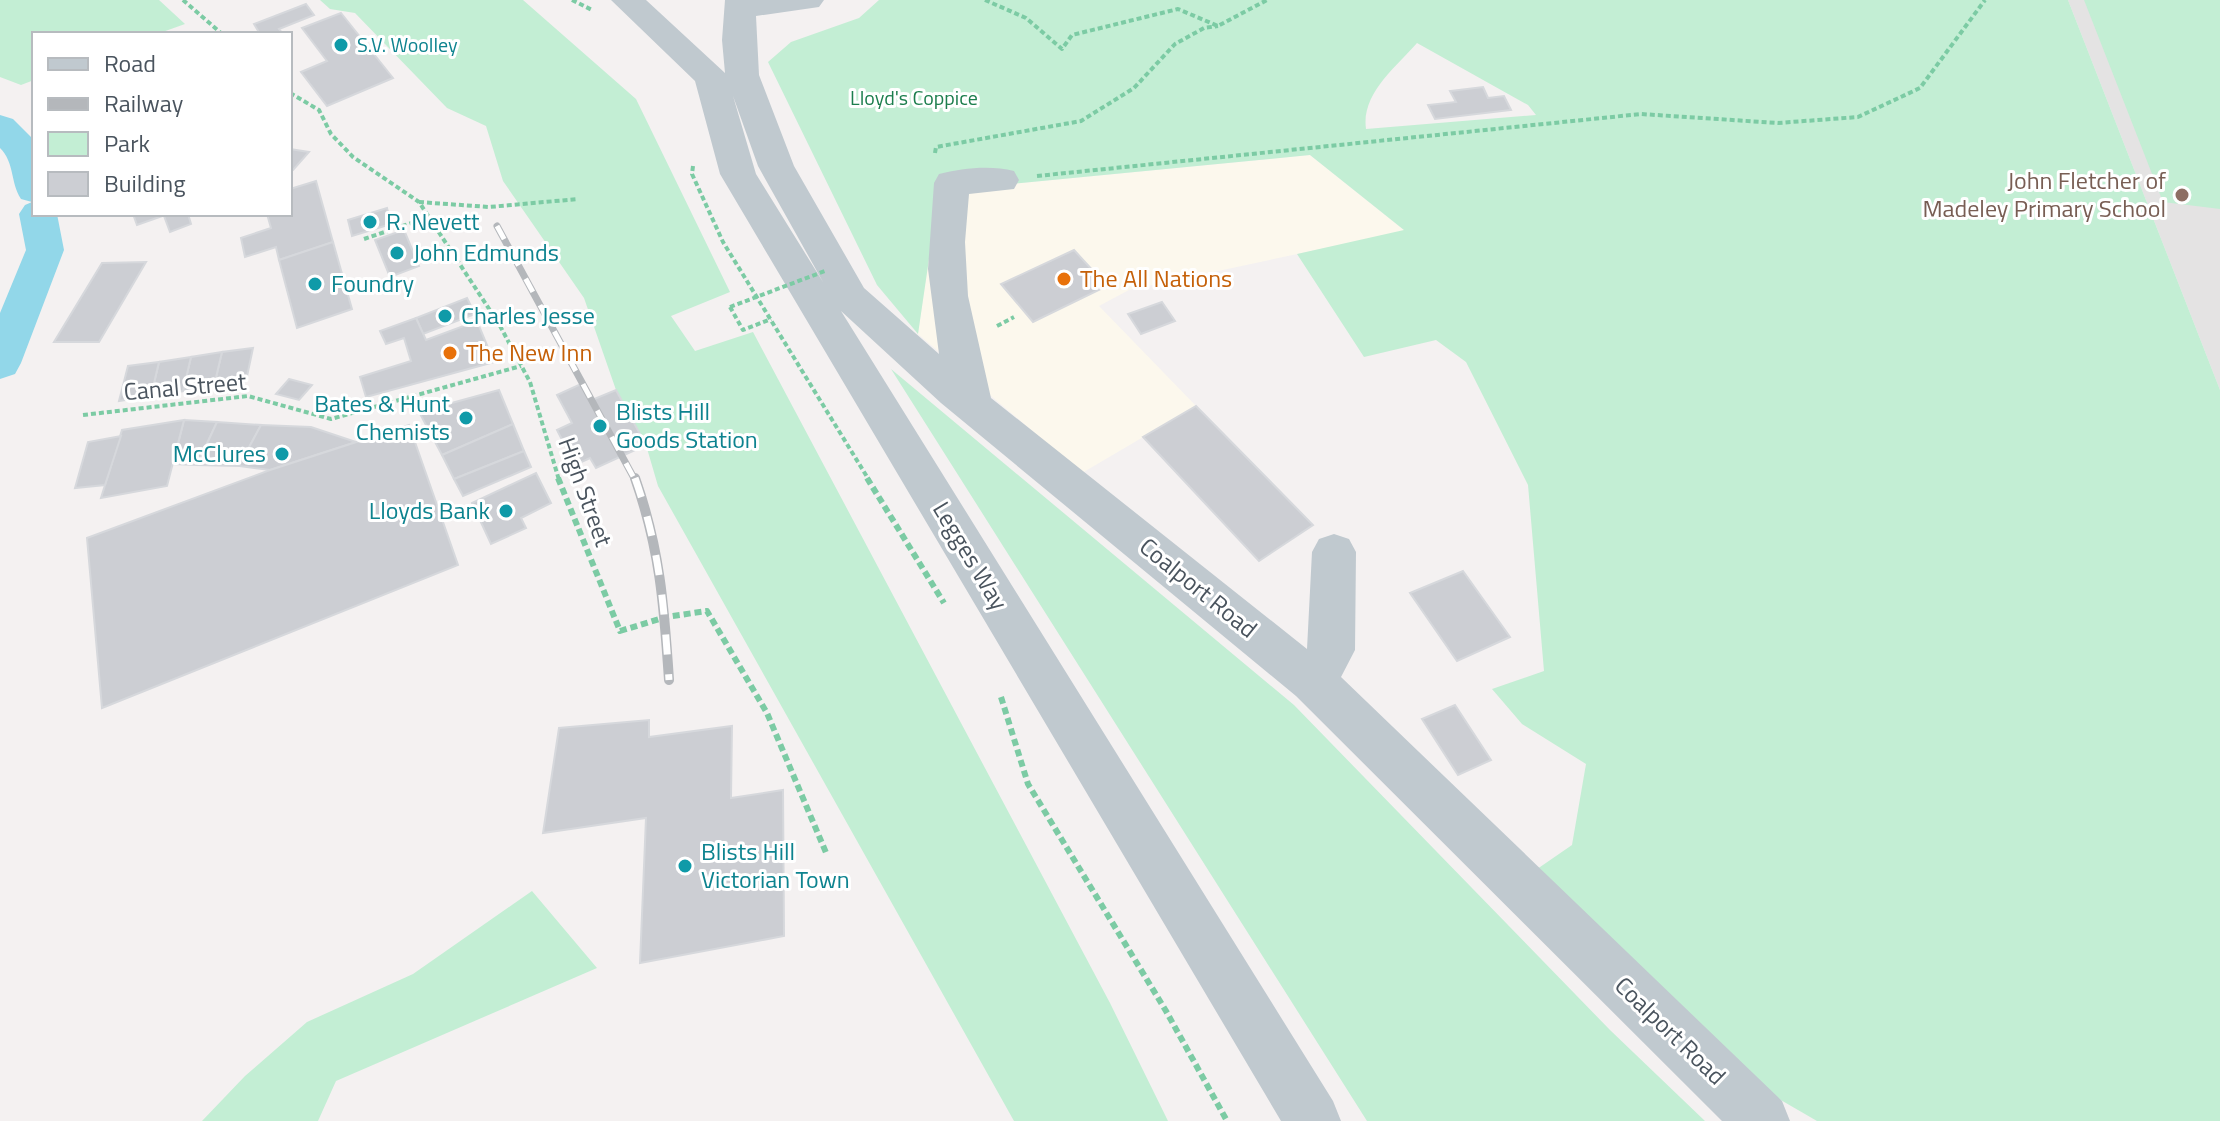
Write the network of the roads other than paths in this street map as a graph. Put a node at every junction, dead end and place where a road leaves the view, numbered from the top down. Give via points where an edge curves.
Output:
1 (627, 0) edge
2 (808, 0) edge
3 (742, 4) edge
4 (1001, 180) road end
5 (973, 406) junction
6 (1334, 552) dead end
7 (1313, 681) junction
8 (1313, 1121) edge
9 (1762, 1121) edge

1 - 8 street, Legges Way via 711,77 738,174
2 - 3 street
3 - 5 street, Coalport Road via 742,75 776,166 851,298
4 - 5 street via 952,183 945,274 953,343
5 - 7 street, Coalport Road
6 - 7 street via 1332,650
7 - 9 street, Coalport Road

= WORK TO BE COMPLETED =
Your answer must be an exact transcription of every entry, minus the pictures.

= TASK ANSWER =
Write the network of the roads other than paths in this street map as a graph. Put a node at every junction, dead end and place where a road leaves the view, numbered from the top down. Give via points where an edge curves.
Output:
1 (627, 0) edge
2 (808, 0) edge
3 (742, 4) edge
4 (1001, 180) road end
5 (973, 406) junction
6 (1334, 552) dead end
7 (1313, 681) junction
8 (1313, 1121) edge
9 (1762, 1121) edge

1 - 8 street, Legges Way via 711,77 738,174
2 - 3 street
3 - 5 street, Coalport Road via 742,75 776,166 851,298
4 - 5 street via 952,183 945,274 953,343
5 - 7 street, Coalport Road
6 - 7 street via 1332,650
7 - 9 street, Coalport Road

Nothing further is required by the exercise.